What are the odds that someone who is discharged from a hospital after treatment for a gunshot injury will return to the hospital with another serious injury or will be arrested for committing a serious crime? For the first time a study attempts to answer that question based on enough data to discuss how the medical community should respond to people who seek medical help after being assaulted with a gun. The Annals of Internal Medicine contains a study of more than 9,000 patients who were admitted to hospitals in Washington State with violent injuries in 2006-2007 and were then followed through December, 2011 or to their next subsequent hospitalization, arrest, or death, or whichever came first. The findings about this group were then compared to 68,000 patients who were discharged during the same two-year period but had been treated for non-violent injury, along with a comparison to 180,000 patients comprising the general population.
Before we compare the long-term experiences of all three groups, let’s look at the composition of the violent injury group itself. Of all patients treated between 2006 and 2007 for violent injury, roughly 7.5% were admitted for injuries involving guns, or what the researchers refer to as firearm-related hospitalizations or FRH. But the FRH number was actually 21% of all assaults, since 65% of all serious injuries were self-inflicted (accidents and the like.) The ratio of one out of five assaults in which a gun was used is no different from what the FBI reports across the nation as a whole.
Patients admitted in 2006-2007 for gun injuries were also typical of this population in general, with nearly 75% being less than 40 years old, and 85% being male. Racial data was not available for this study, but interestingly, one-third of all victims of gun violence in Washington State paid their hospital bills with private insurance, whereas the Urban Institute recently calculated that less than 5% of all hospital admissions for gun-related violence were covered by private plans.

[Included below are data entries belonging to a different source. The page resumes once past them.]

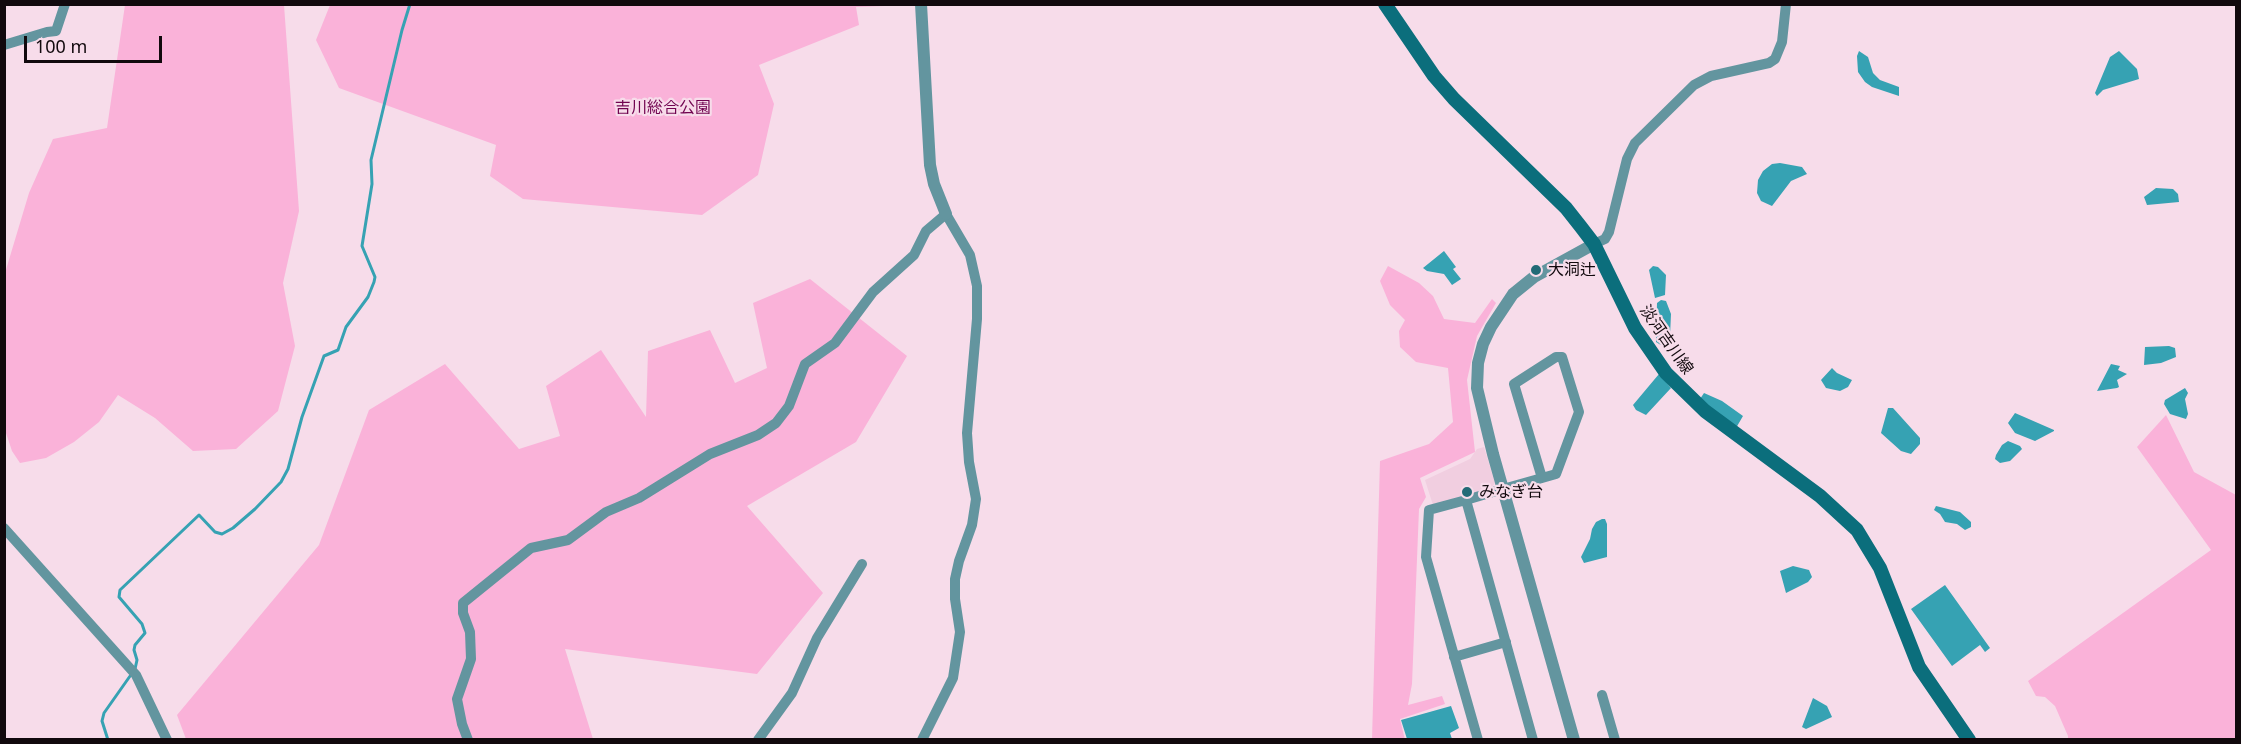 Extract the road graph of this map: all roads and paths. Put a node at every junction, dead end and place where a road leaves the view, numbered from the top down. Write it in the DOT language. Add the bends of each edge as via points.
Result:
graph roads {
  1 [pos="65,4"];
  2 [pos="921,4"];
  3 [pos="1385,4"];
  4 [pos="1786,4"];
  5 [pos="4,45"];
  6 [pos="946,214"];
  7 [pos="1593,244"];
  8 [pos="1542,478"];
  9 [pos="1503,489"];
  10 [pos="1466,500"];
  11 [pos="4,528"];
  12 [pos="862,564"];
  13 [pos="1506,642"];
  14 [pos="1454,657"];
  15 [pos="1602,695"];
  16 [pos="167,740"];
  17 [pos="468,740"];
  18 [pos="758,740"];
  19 [pos="922,740"];
  20 [pos="1478,740"];
  21 [pos="1533,740"];
  22 [pos="1574,740"];
  23 [pos="1615,740"];
  24 [pos="1969,740"];
  1 -- 5 [label="street" via="57,31"];
  2 -- 6 [label="street" via="930,165"];
  3 -- 7 [label="main road, 淡河吉川線" via="1440,84 1566,208"];
  4 -- 7 [label="street" via="1782,42 1775,59 1711,76 1694,85 1635,143 1627,159 1610,232"];
  6 -- 17 [label="street" via="926,231 914,255 873,292 835,344 805,364 789,406 776,423 758,435 710,454 639,498 606,512 568,540 531,548 463,603 471,659 457,699"];
  6 -- 19 [label="street" via="970,255 977,286 967,433 976,499 955,579 960,632 953,678"];
  7 -- 9 [label="street" via="1533,277 1513,294 1483,344 1477,388"];
  7 -- 24 [label="main road, 淡河吉川線" via="1635,328 1666,374 1705,411 1820,496 1857,530 1880,568 1919,667"];
  8 -- 8 [label="street" via="1556,474 1579,412 1562,357 1514,384"];
  8 -- 9 [label="street"];
  9 -- 10 [label="street"];
  9 -- 22 [label="street"];
  10 -- 13 [label="street"];
  10 -- 14 [label="street" via="1430,510 1426,557"];
  11 -- 16 [label="street" via="136,675"];
  12 -- 18 [label="street" via="817,638 792,693"];
  13 -- 14 [label="street"];
  13 -- 21 [label="street"];
  14 -- 20 [label="street"];
  15 -- 23 [label="street"];
} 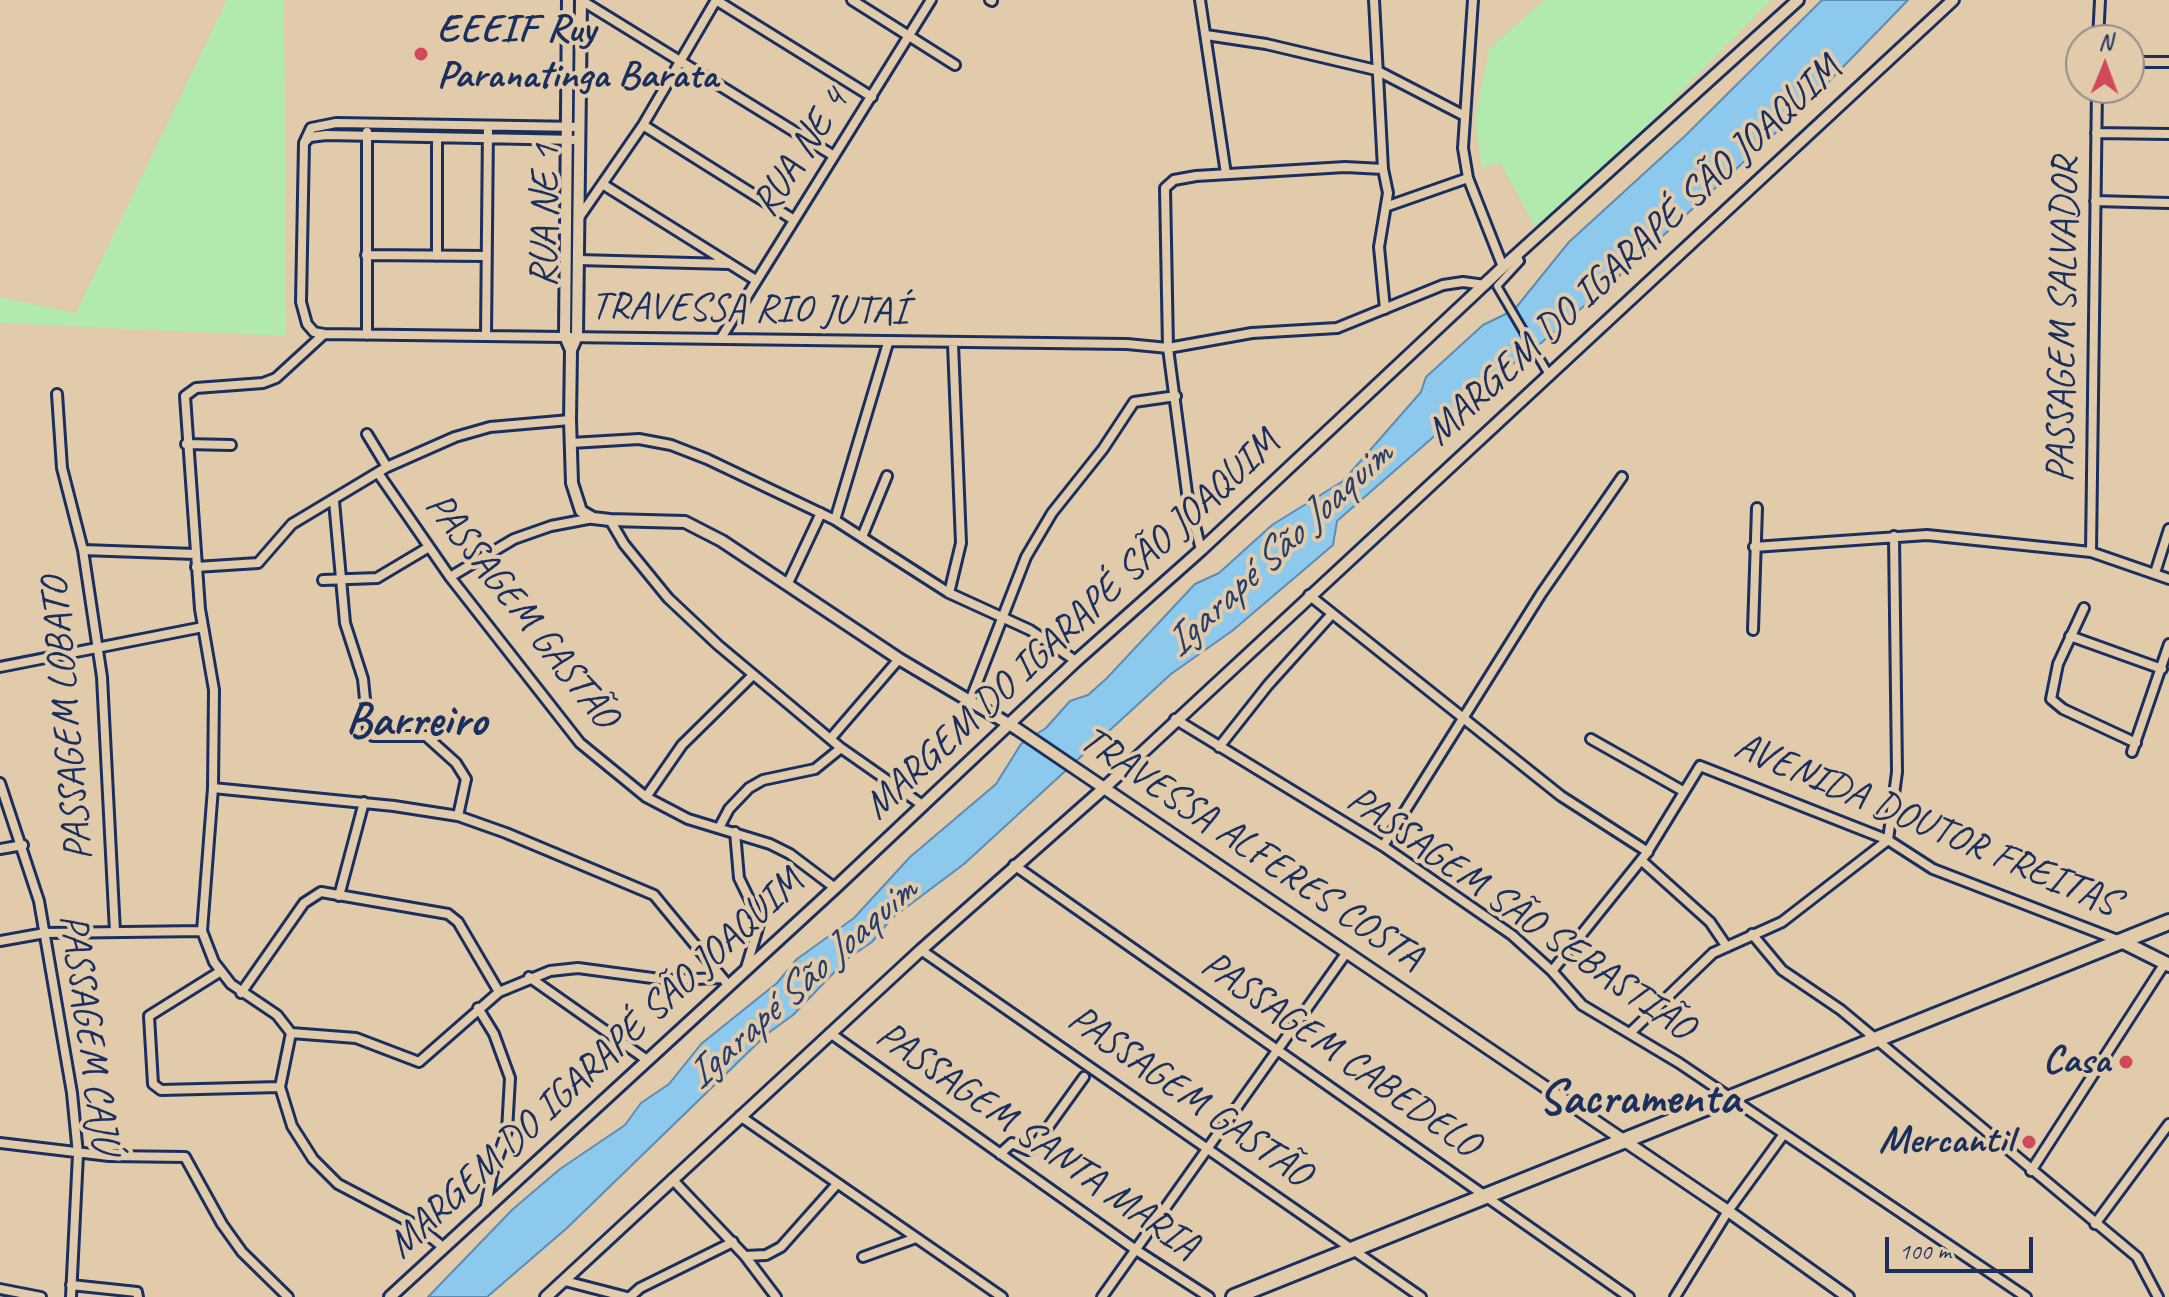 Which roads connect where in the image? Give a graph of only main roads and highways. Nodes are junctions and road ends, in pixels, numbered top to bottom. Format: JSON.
{"nodes":[{"id":1,"x":2169,"y":922,"type":"edge"},
{"id":2,"x":2121,"y":941,"type":"junction"},
{"id":3,"x":2167,"y":964,"type":"edge"},
{"id":4,"x":1234,"y":1297,"type":"edge"}],
"edges":[{"from":1,"to":2,"type":"main road"},
{"from":2,"to":3,"type":"main road","name":"AVENIDA DOUTOR FREITAS"},
{"from":2,"to":4,"type":"main road"}]} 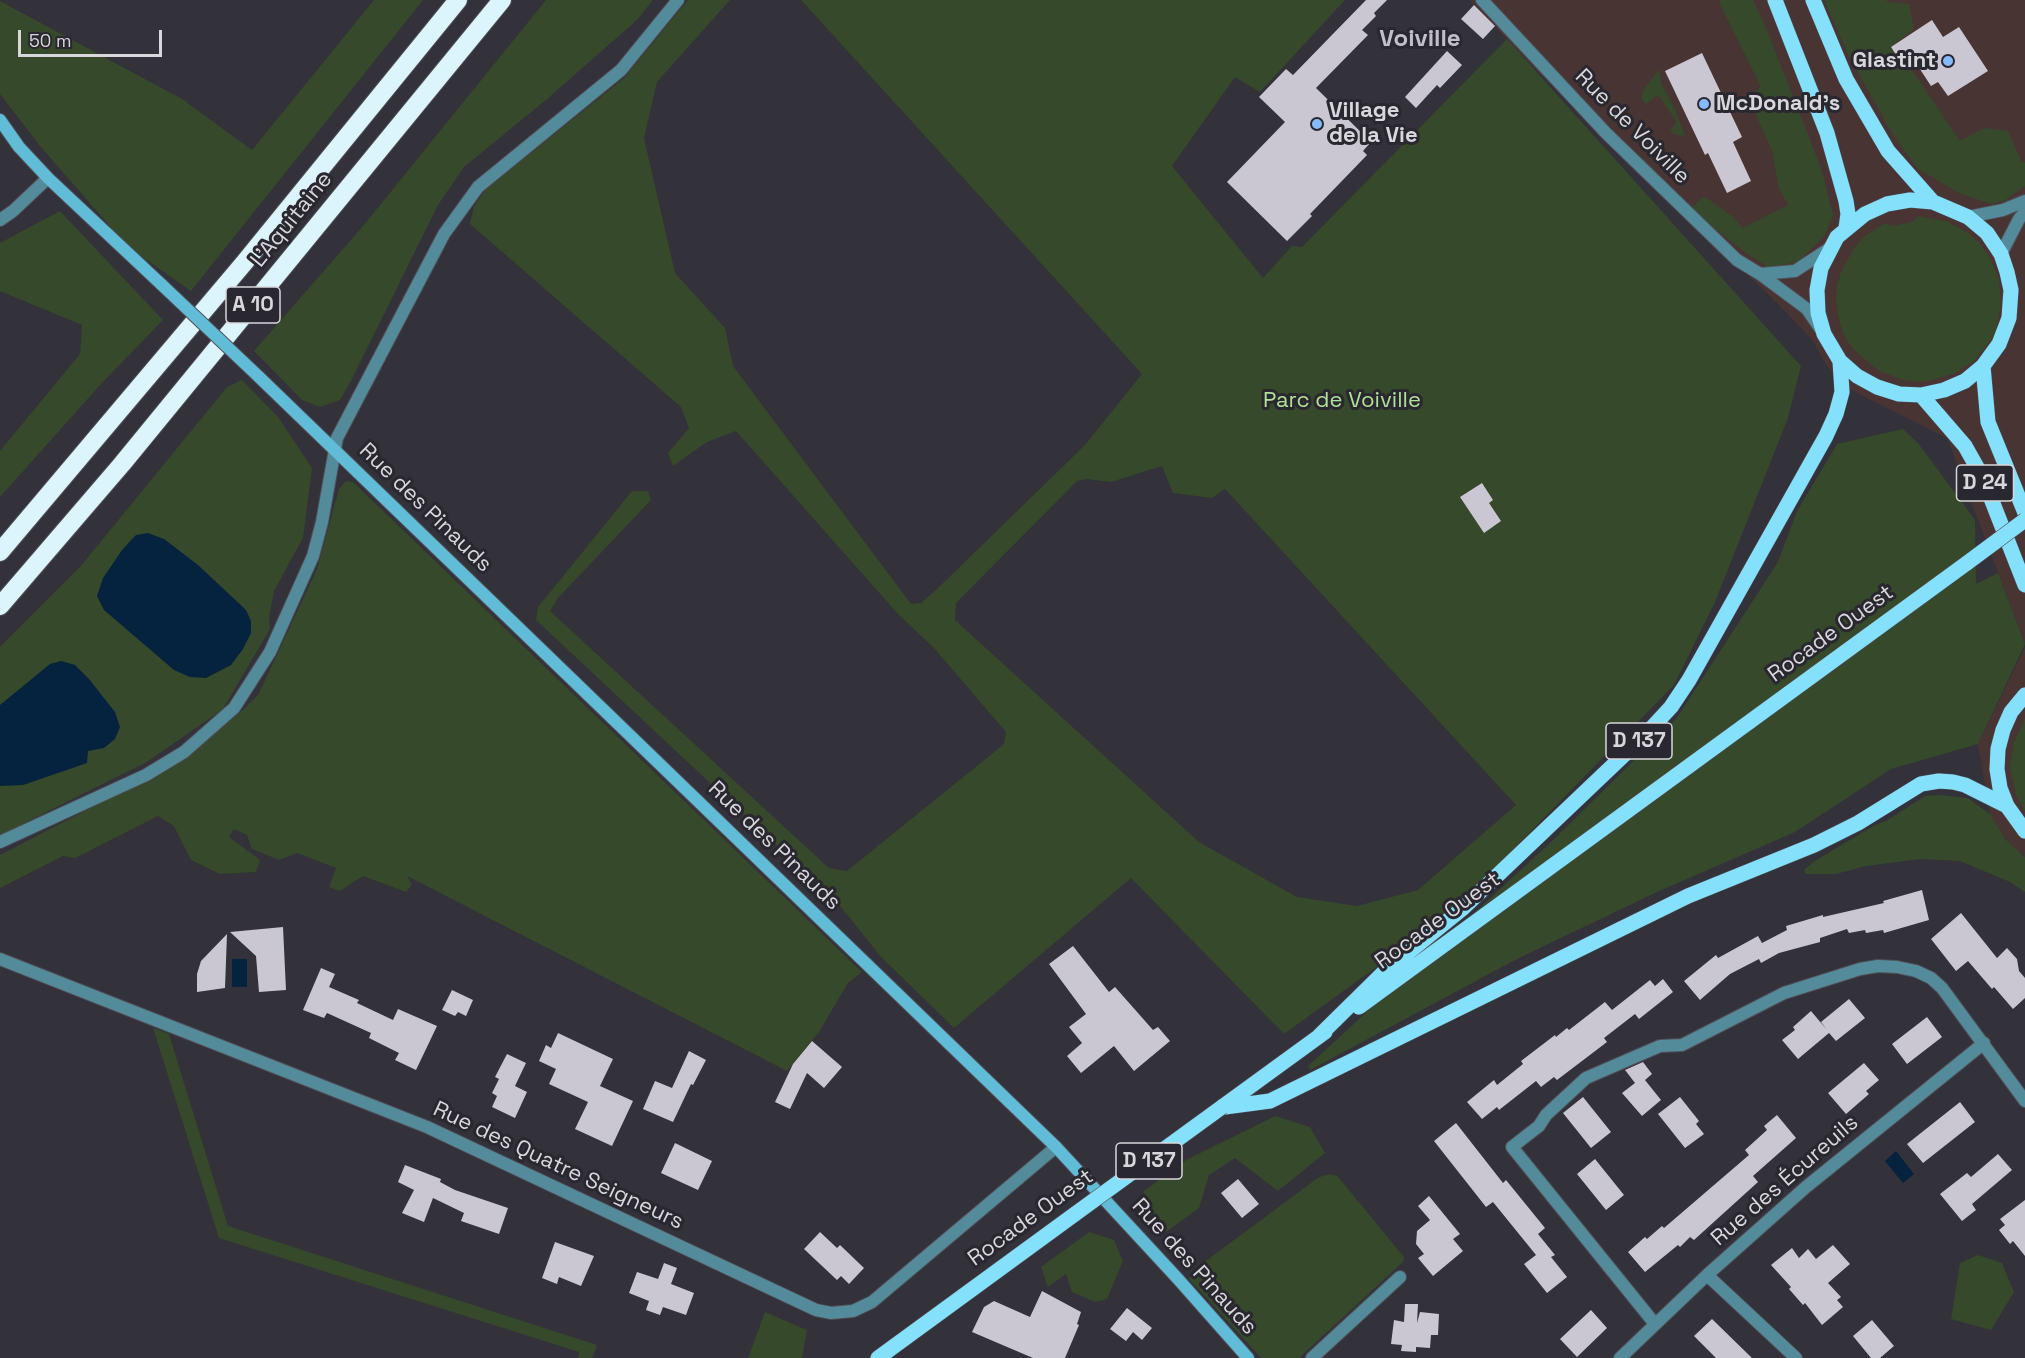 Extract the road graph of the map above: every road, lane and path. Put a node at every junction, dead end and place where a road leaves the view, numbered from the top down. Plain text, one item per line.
1 (458, 0) edge
2 (502, 0) edge
3 (678, 0) edge
4 (1482, 0) edge
5 (1775, 0) edge
6 (1813, 0) edge
7 (0, 120) edge
8 (48, 178) junction
9 (2025, 201) edge
10 (1934, 202) junction
11 (2025, 212) edge
12 (1968, 216) junction
13 (0, 220) edge
14 (1846, 228) junction
15 (1830, 248) junction
16 (2001, 254) junction
17 (1760, 274) junction
18 (2011, 290) junction
19 (2025, 297) edge
20 (1824, 334) junction
21 (1840, 361) junction
22 (1983, 366) junction
23 (1922, 394) junction
24 (335, 451) junction
25 (2025, 513) edge
26 (2025, 520) edge
27 (0, 552) edge
28 (2025, 585) edge
29 (0, 606) edge
30 (2025, 695) edge
31 (2007, 806) junction
32 (2025, 831) edge
33 (0, 842) edge
34 (0, 959) edge
35 (1319, 1036) junction
36 (1984, 1043) junction
37 (2025, 1101) edge
38 (1222, 1107) junction
39 (1056, 1147) junction
40 (1707, 1275) junction
41 (1400, 1278) dead end
42 (1655, 1324) junction
43 (878, 1358) edge
44 (1248, 1358) edge
45 (1312, 1358) edge
46 (1620, 1358) edge
47 (1796, 1358) edge

1 - 27 highway, L'Aquitaine / A 10
2 - 29 highway, L'Aquitaine / A 10
3 - 24 street
4 - 17 street, Rue de Voiville
5 - 14 main road
6 - 10 main road
7 - 8 street, Rue des Pinauds
8 - 13 street
8 - 24 street, Rue des Pinauds, bridge
9 - 12 street
10 - 12 main road
10 - 14 main road
11 - 16 street
12 - 16 main road
14 - 15 main road
15 - 17 street
15 - 20 main road
16 - 18 main road
17 - 20 street, Rue de Voiville
18 - 19 main road
18 - 22 main road
20 - 21 main road
21 - 23 main road
21 - 35 main road, D 137
22 - 23 main road
22 - 25 main road, D 24
23 - 28 main road, D 24
24 - 33 street
24 - 39 street, Rue des Pinauds
26 - 35 main road, Rocade Ouest / D 137, bridge
30 - 31 main road
31 - 32 main road
31 - 38 main road, D 137
34 - 39 street, Rue des Quatre Seigneurs
35 - 38 main road, Rocade Ouest
36 - 37 street
36 - 40 street, Rue des Écureuils
36 - 42 street
38 - 43 main road, Rocade Ouest / D 137, bridge
39 - 44 street, Rue des Pinauds
40 - 42 street, Rue des Écureuils
40 - 47 street
41 - 45 street
42 - 46 street, Rue des Écureuils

Here’s the bottom line. A patient who was treated and discharged for a gun injury in 2006 and 2007 had a significantly higher chance of then being killed with a gun or being arrested for some kind of violent assault. A history of criminality prior to the hospitalization increased the likelihood of post-discharge victimization or criminal behavior even further. The point is that a medical encounter for the treatment of gun violence does not just represent a challenge to respond to the injuries caused by the specific gun-related event. It is also a harbinger of further medical challenges to come and should be understood and responded to in the context of an ongoing and continuous medical risk.
Other studies have also shown that violent injury is a recurring disease. Earlier this year JAMA Pediatrics published an article which showed a clear division between two youthful populations, ages 14-24, who were treated by Emergency Departments in Flint, MI. The groups were divided between those patients whose first visit to the ER was for violent injury, the other group came to the ER for something else. What then happened was that a significant number of the patients who first sought medical care for injury returned to seek care for the same problem again. Not a single member of the latter population that came to the ER for something other than violent injury ever sought medical care for any kind of serious assault.
The Annals issue containing the study on violent recidivism also held an editorial in which eight of the major medical associations (ACP, AECP, AAP, ACS, etc.,) called for stronger physician commitment and endorsed a list of public health initiatives to deal with the medical risks of guns. But I think that physicians need to do more than just support public health strategies in this regard. What they really should do is develop effective medical strategies based on research like the articles cited above. After all, it’s ultimately what the doctor tells the patient which makes any difference at all.